AEOS — Autonomous Empirical Optimization System

Neuralchemy Labs Research Series

5 papers exploring how LLMs behave, fail, and cooperate when left alone in autonomous engineering loops

Repository Structure

paper/: Markdown drafts for all 5 research papers.
paper2_experiments/: Codebase and raw JSON evaluation logs for Paper 2 (13-LLM Sunk-Cost Fallacy).
experiments/aeos/: Codebase, runner scripts, and dual-agent logs for Paper 3 (Cognitive Agentic Diversity).
dataset_pipeline/: Local models and training code for the Paper 4 MoE Hybrid Gatekeeper.
autonomous-lab-director/: Active development for Paper 5 (The Lab Director).

The Research Series at a Glance

#	Paper	Core Question	Headline Finding	Status
1	AITL Taxonomy	How do we classify AI evaluation loops?	Formal taxonomy: Human-in-the-Loop → AI-in-the-Loop	Published
2	The Autonomous Sunk-Cost Fallacy	Do LLMs know when to stop?	13 models tested — general LLMs waste 3,400s in sunk-cost loops; code-tuned models stop in 162s	Published
3	Cognitive Agentic Diversity	Can dual-agents fix sunk-cost?	Yes — 10× compute efficiency, 0 SCE in 7/9 pairings.

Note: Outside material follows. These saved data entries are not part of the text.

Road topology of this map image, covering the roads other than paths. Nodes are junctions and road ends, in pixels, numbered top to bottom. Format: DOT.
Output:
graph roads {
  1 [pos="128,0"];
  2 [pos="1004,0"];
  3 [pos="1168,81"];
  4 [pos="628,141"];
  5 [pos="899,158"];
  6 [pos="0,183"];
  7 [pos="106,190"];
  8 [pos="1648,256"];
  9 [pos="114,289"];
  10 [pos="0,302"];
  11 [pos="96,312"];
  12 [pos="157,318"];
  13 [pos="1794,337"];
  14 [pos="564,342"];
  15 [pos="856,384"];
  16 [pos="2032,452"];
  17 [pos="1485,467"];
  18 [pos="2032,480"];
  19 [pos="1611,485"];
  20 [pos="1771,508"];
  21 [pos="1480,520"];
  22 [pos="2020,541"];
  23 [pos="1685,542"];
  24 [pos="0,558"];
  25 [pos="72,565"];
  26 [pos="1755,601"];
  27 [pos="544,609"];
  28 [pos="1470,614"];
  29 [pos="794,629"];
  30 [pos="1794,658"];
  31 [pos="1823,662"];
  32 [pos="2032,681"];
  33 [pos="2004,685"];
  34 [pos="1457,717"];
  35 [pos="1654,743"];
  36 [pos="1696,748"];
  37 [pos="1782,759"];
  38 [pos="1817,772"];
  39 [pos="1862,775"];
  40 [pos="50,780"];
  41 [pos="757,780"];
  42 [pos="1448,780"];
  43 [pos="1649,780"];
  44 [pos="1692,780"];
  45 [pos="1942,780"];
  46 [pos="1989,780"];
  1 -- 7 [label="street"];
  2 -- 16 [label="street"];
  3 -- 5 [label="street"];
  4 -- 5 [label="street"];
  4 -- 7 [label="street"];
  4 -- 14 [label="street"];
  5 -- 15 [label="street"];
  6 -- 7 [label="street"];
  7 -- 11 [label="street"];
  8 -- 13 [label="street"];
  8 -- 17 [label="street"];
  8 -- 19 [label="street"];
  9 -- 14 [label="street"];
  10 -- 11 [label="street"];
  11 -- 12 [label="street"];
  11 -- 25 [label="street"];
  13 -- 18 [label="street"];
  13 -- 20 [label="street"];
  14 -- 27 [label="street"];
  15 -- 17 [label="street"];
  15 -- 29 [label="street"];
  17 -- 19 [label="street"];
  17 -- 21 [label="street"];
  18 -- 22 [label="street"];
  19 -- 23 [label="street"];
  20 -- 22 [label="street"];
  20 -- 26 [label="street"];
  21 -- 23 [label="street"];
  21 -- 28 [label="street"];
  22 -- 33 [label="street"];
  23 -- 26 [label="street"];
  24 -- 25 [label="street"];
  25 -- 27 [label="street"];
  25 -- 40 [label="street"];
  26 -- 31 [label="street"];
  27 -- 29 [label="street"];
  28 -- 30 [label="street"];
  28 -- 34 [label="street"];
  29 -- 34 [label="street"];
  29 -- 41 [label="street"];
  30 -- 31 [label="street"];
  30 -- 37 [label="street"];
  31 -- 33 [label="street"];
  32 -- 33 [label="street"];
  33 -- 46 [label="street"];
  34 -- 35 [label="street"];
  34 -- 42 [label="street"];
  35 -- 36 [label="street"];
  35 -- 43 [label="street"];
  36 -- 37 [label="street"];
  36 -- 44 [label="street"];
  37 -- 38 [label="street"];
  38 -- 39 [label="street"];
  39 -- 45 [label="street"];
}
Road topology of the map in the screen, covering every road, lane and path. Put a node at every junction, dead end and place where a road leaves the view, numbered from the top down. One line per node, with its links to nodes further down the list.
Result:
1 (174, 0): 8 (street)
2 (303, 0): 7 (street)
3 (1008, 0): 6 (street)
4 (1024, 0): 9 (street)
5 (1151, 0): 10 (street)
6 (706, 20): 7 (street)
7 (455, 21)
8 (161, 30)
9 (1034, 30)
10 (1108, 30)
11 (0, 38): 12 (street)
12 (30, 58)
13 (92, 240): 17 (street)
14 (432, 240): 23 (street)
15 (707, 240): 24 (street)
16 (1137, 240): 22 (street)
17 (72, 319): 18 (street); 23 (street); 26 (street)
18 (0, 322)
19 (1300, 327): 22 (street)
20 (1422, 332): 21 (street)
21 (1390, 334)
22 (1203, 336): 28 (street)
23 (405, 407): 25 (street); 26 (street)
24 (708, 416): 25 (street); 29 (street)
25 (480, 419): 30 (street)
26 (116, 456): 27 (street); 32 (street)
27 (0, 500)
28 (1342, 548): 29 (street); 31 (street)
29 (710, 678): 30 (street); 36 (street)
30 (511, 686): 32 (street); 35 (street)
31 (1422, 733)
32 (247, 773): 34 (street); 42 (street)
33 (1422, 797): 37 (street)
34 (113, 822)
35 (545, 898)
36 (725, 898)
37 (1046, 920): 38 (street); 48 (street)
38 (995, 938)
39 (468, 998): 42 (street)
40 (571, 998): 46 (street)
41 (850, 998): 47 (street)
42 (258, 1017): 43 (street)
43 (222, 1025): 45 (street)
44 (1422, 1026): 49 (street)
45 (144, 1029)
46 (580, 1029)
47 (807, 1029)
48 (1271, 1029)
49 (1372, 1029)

Plus the Modality Paradox	Preprint
4	Hybrid Gatekeepers & MoE Panels	Can diverse local models rival frontier APIs?	+10pp diversity premium in reasoning; 1,300× latency speedup in security routing	Preprint
5	The Lab Director (Ω Function)	Can we replace text-based stopping with math?	The Ω output-quality self-measurement function — 4-action decision rule	Active

Paper 2 — The Autonomous Sunk-Cost Fallacy

13 LLMs × 3 modalities — Extended-horizon experiments (75–100 iteration caps) to observe intrinsic stopping behavior.

The Core Discovery

When left alone in unbounded loops, LLMs exhibit a Sunk-Cost Fallacy — they keep iterating on failing strategies instead of stopping or pivoting.

Model Type	Example	Behavior	Avg Iters	Avg Time
General-purpose	`llama3.1:8b`, `gemma4`	Hit 100-iter safety cap, 0 STOP commands	100	3,400s
Premium frontier	`gpt-5.4`, `claude-haiku`	Over-engineer with ensembles, 9+ SCE loops	42–75	2,500s+
Code-tuned (modern)	`qwen2.5-coder:7b`	Graceful STOP at optimal, near-zero SCE	5.6	162s
Code-tuned (old)	`deepseek-coder:6.7b`	Same failure as general models	75+	3,000s+

Key insight: Stopping intelligence is NOT an emergent property of code-specialization — it's a product of modern RLHF alignment.

Phase 1 Leaderboard (13 Models)

Model	Tabular	Text	Vision
`gpt-5.4`	82.75%	86.02%	99.30%
`claude-sonnet-4-6`	81.65%	84.18%	99.60%
`qwen2.5-coder:7b`	80.70%	79.80%	94.75%

Full 13-model leaderboard

Model	Tabular (54 feat)	Text (TF-IDF)	Vision (MNIST)
`gpt-5.4-2026-03-05`	82.75% (iter 3/19)	86.02% (iter 2/18)	99.30% (iter 57/75)
`gpt-5.4-mini-2026-03-17`	82.10% (iter 24/40)	86.59% (iter 43/61)	95.45% (iter 3/10)
`claude-sonnet-4-6`	81.65% (iter 3/20)	84.18% (iter 3/20)	99.60% (iter 11/30)
`gpt-4o`	81.30% (iter 11/27)	82.30% (iter 18/37)	95.10% (iter 4/14)
`gpt-4o-mini`	81.05% (iter 3/20)	84.36% (iter 6/23)	95.55% (iter 9/36)
`claude-haiku`	80.90% (iter 24/42)	81.73% (iter 25/45)	98.85% (iter 28/47)
`qwen3.5:9b`	80.95% (iter 28/100)	82.12% (iter 21/50)	94.30% (iter 2/2)
`llama3.1:8b`	81.20% (iter 28/100)	—	—
`gemma4`	80.75% (iter 9/100)	—	—
`deepseek-coder:6.7b`	81.20% (iter 28/100)	—	—
`qwen2.5-coder:14b`	80.65% (iter 1/7)	79.80% (iter 1/6)	96.25% (iter 2/6)
`qwen2.5-coder:7b`	80.70% (iter 1/6)	79.80% (iter 5/6)	94.75% (iter 2/6)
`qwen2.5-coder:1.5b`	74.30% (iter 1/5)	80.32% (iter 2/5)	94.30% (iter 1/1)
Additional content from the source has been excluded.